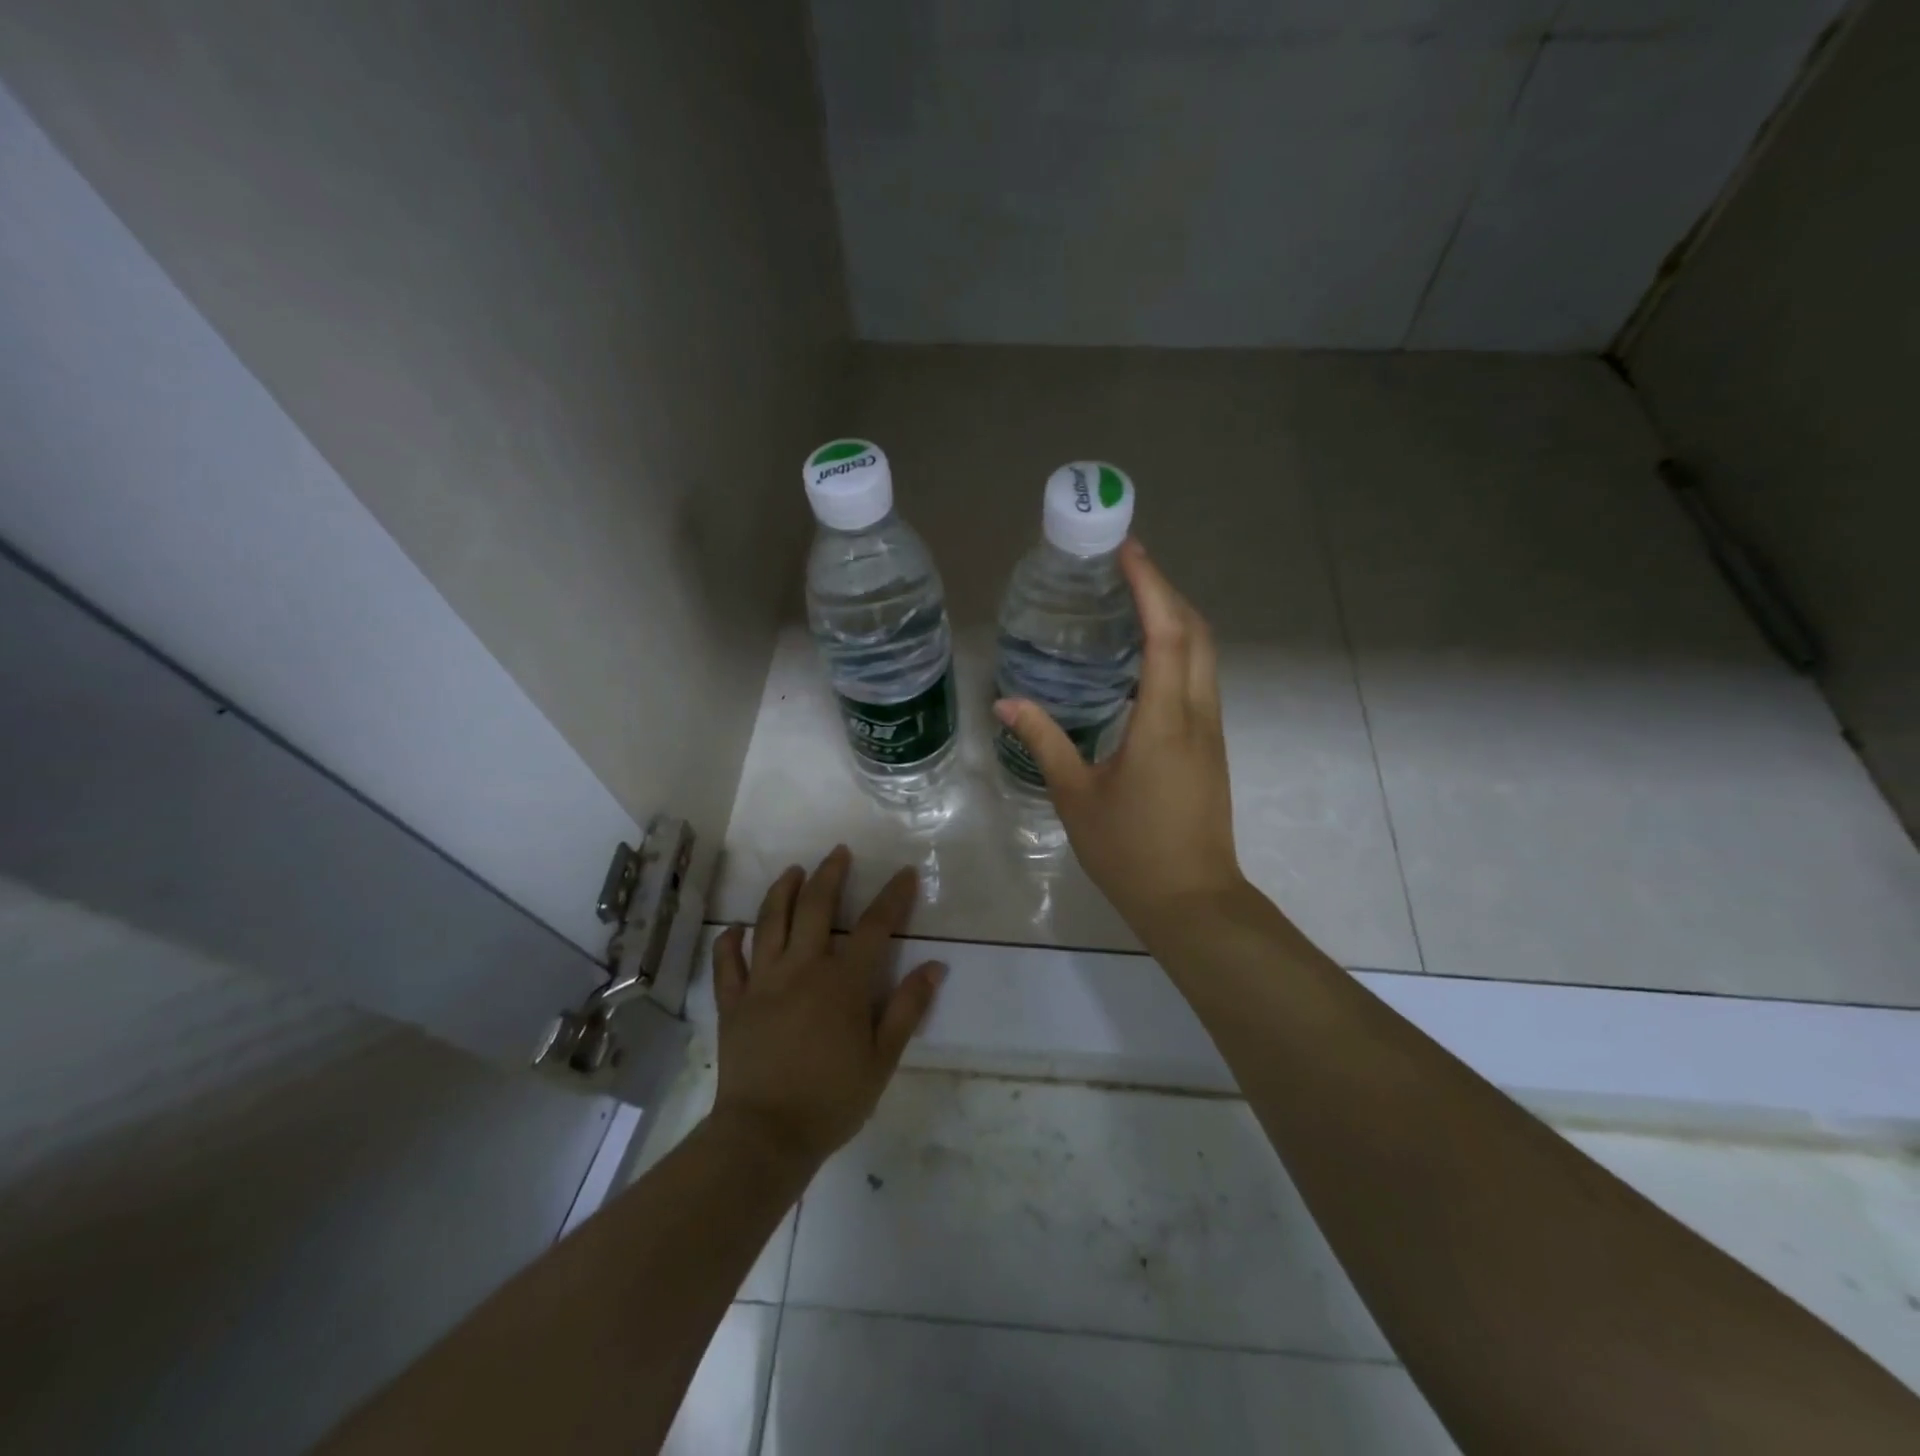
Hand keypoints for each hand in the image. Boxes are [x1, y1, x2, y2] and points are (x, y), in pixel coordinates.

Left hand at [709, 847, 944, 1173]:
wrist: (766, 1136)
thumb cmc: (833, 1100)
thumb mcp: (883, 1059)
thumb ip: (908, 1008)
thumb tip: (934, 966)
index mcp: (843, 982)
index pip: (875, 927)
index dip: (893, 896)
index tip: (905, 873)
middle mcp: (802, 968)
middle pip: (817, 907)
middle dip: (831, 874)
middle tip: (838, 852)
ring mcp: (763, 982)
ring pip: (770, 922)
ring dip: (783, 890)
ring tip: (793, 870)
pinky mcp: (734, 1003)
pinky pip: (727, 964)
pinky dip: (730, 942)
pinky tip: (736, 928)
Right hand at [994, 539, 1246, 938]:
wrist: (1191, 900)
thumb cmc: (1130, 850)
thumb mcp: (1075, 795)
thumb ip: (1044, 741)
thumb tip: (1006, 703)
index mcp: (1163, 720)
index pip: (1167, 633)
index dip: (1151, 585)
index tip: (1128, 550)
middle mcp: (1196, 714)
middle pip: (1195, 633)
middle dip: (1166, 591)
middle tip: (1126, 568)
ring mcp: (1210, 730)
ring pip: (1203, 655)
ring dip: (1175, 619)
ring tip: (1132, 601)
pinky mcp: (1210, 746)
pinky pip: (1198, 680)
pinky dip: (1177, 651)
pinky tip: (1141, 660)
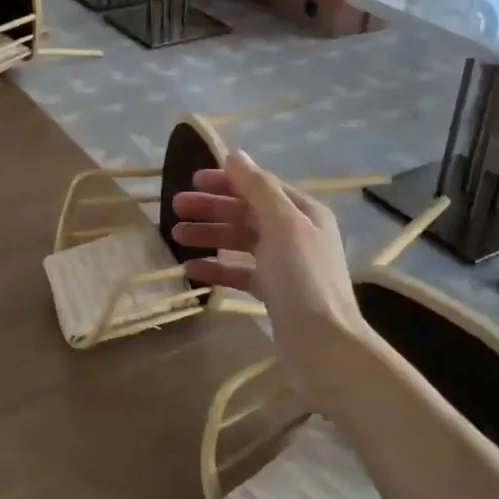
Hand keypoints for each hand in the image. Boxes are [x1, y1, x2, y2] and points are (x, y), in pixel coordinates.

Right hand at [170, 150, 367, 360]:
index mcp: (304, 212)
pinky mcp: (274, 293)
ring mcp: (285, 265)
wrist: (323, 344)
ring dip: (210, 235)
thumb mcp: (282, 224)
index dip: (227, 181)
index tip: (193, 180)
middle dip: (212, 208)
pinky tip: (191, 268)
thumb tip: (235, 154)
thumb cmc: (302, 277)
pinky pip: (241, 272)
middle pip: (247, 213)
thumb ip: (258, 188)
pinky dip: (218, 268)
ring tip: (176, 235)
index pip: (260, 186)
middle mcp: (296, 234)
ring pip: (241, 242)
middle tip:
##########
> [Task objective] With the pictures removed, return each record above exactly as given.

> [Task response]
Hand keypoints for each hand in the image. Boxes are [x1, y1, x2, y2] and points are (x, y), in pixel coordinates.

Left hand at [709, 847, 944, 1173]:
wrist: (766, 1136)
thumb cmc: (833, 1100)
thumb mcp: (883, 1059)
thumb ip: (908, 1008)
thumb tip: (934, 966)
index mcp: (843, 982)
index pip: (875, 927)
index dip: (893, 896)
index tip: (905, 873)
middle mcp: (802, 968)
middle pip: (817, 907)
middle dip: (831, 874)
middle tip: (838, 852)
ring mcp: (763, 982)
ring pip: (770, 922)
ring dip: (783, 890)
ring tip: (793, 870)
pinky mcp: (734, 1003)
pinky pip: (727, 964)
pinky dip: (730, 942)
pinky tip: (736, 928)
Right hand at [994, 539, 1246, 938]:
wrist: (1191, 900)
thumb cmc: (1130, 850)
thumb mcp: (1075, 795)
thumb ip: (1044, 741)
thumb tip: (1006, 703)
index mcp: (1163, 720)
index pip: (1167, 633)
index dip: (1151, 585)
index tip: (1128, 550)
middle mcp: (1196, 714)
middle pip: (1195, 633)
middle dip: (1166, 591)
middle tip: (1126, 568)
ring mcp: (1210, 730)
ring pip: (1203, 655)
ring dip: (1175, 619)
ring tip: (1132, 601)
pinky mcp: (1210, 746)
pinky pip: (1198, 680)
pinky dip: (1177, 651)
pinky tip: (1141, 660)
Hand keypoints for each hand in the image. Boxes are [x1, y1, x2, y2] and points are (x, y), in pixel coordinates.

Right hand at [170, 150, 367, 360]:
index mcp: (304, 212)
pinky mcp: (274, 293)
ring mcp: (285, 265)
wrist: (323, 344)
ring dip: (210, 235)
thumb mcp: (282, 224)
index dip: (227, 181)
index tip: (193, 180)
middle dip: (212, 208)
pinky tip: (191, 268)
thumb tip: (235, 154)
thumb cmc: (302, 277)
pinky pip: (241, 272)
middle pip: (247, 213)
thumb ip: (258, 188)
pinky dip: (218, 268)
ring tip: (176, 235)
index pip: (260, 186)
middle mcp: (296, 234)
ring pip: (241, 242)
middle tip:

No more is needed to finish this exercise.